--- What you have to do ---
Retype the entries exactly; omit all pictures.

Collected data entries

+--

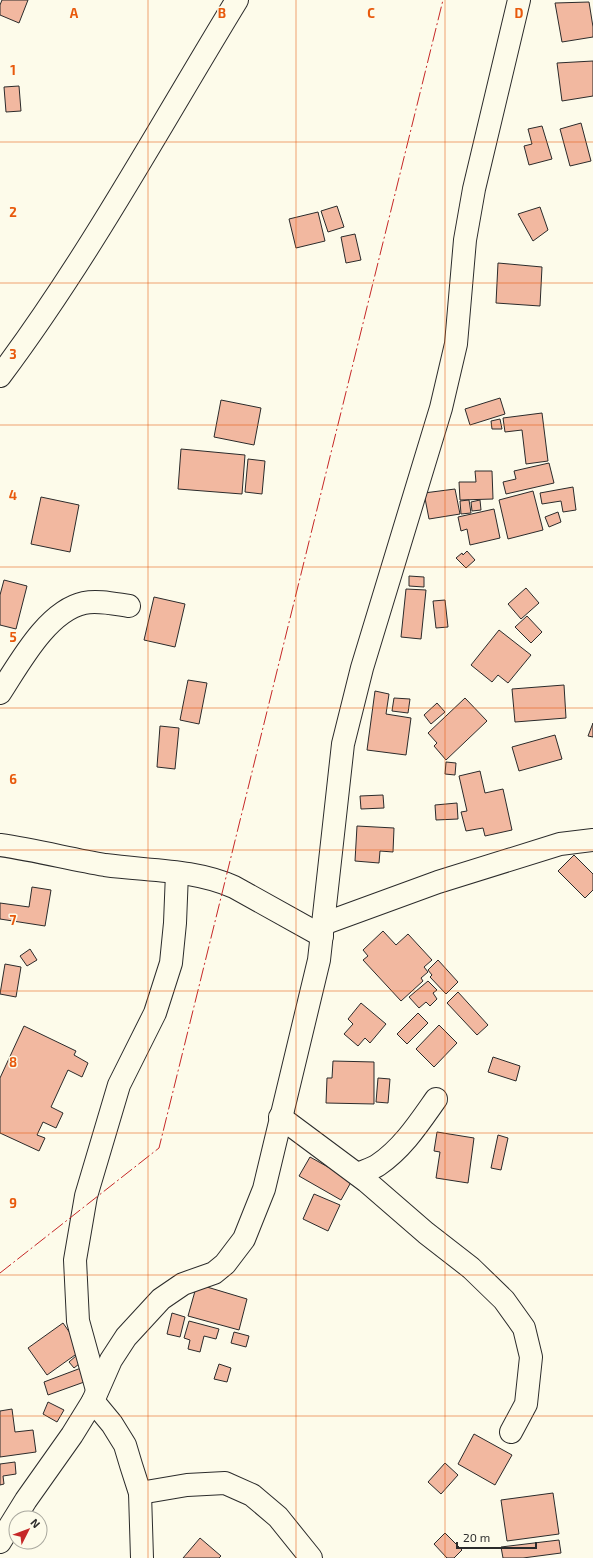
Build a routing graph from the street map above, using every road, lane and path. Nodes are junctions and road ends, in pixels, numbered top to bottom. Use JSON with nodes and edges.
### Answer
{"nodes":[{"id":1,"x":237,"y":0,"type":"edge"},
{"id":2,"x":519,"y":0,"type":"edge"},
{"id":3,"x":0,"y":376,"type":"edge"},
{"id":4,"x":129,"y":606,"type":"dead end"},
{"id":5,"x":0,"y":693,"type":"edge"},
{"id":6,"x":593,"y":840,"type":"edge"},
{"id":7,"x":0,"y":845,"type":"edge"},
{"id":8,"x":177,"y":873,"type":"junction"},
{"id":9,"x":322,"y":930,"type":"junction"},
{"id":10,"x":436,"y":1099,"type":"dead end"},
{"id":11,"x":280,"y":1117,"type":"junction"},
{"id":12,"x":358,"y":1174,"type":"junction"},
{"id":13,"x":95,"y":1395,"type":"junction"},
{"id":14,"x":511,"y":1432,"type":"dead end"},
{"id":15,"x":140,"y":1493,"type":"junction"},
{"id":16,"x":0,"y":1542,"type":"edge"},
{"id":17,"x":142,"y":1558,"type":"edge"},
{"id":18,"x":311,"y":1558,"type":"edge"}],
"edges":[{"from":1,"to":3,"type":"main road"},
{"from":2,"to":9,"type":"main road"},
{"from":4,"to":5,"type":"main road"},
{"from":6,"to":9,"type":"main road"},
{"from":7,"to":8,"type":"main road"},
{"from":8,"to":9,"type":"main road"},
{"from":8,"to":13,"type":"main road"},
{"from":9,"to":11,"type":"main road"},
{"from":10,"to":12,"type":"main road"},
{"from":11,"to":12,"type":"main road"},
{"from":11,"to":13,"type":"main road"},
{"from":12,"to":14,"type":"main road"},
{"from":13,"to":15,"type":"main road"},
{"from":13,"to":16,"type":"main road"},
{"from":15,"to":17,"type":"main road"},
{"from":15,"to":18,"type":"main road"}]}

+--

--- Reply to the exercise ---
Build a routing graph from the street map above, using every road, lane and path. Nodes are junctions and road ends, in pixels, numbered top to bottom. Use JSON with nodes and edges.
### Answer
{"nodes":[{"id":1,"x":237,"y":0,"type":"edge"},
{"id":2,"x":519,"y":0,"type":"edge"},
{"id":3,"x":0,"y":376,"type":"edge"},
{"id":4,"x":129,"y":606,"type":"dead end"},
{"id":5,"x":0,"y":693,"type":"edge"},
{"id":6,"x":593,"y":840,"type":"edge"},
{"id":7,"x":0,"y":845,"type":"edge"},
{"id":8,"x":177,"y":873,"type":"junction"},
{"id":9,"x":322,"y":930,"type":"junction"},
{"id":10,"x":436,"y":1099,"type":"dead end"},
{"id":11,"x":280,"y":1117,"type":"junction"},
{"id":12,"x":358,"y":1174,"type":"junction"},
{"id":13,"x":95,"y":1395,"type":"junction"},
{"id":14,"x":511,"y":1432,"type":"dead end"},
{"id":15,"x":140,"y":1493,"type":"junction"},
{"id":16,"x":0,"y":1542,"type":"edge"},
{"id":17,"x":142,"y":1558,"type":"edge"},
{"id":18,"x":311,"y":1558,"type":"edge"}],
"edges":[{"from":1,"to":3,"type":"main road"},
{"from":2,"to":9,"type":"main road"},
{"from":4,"to":5,"type":"main road"},
{"from":6,"to":9,"type":"main road"},
{"from":7,"to":8,"type":"main road"},
{"from":8,"to":9,"type":"main road"},
{"from":8,"to":13,"type":"main road"},
{"from":9,"to":11,"type":"main road"},
{"from":10,"to":12,"type":"main road"},
{"from":11,"to":12,"type":"main road"},
{"from":11,"to":13,"type":"main road"},
{"from":12,"to":14,"type":"main road"},
{"from":13,"to":15,"type":"main road"},
{"from":13,"to":16,"type":"main road"},
{"from":15,"to":17,"type":"main road"},
{"from":15,"to":18,"type":"main road"}]}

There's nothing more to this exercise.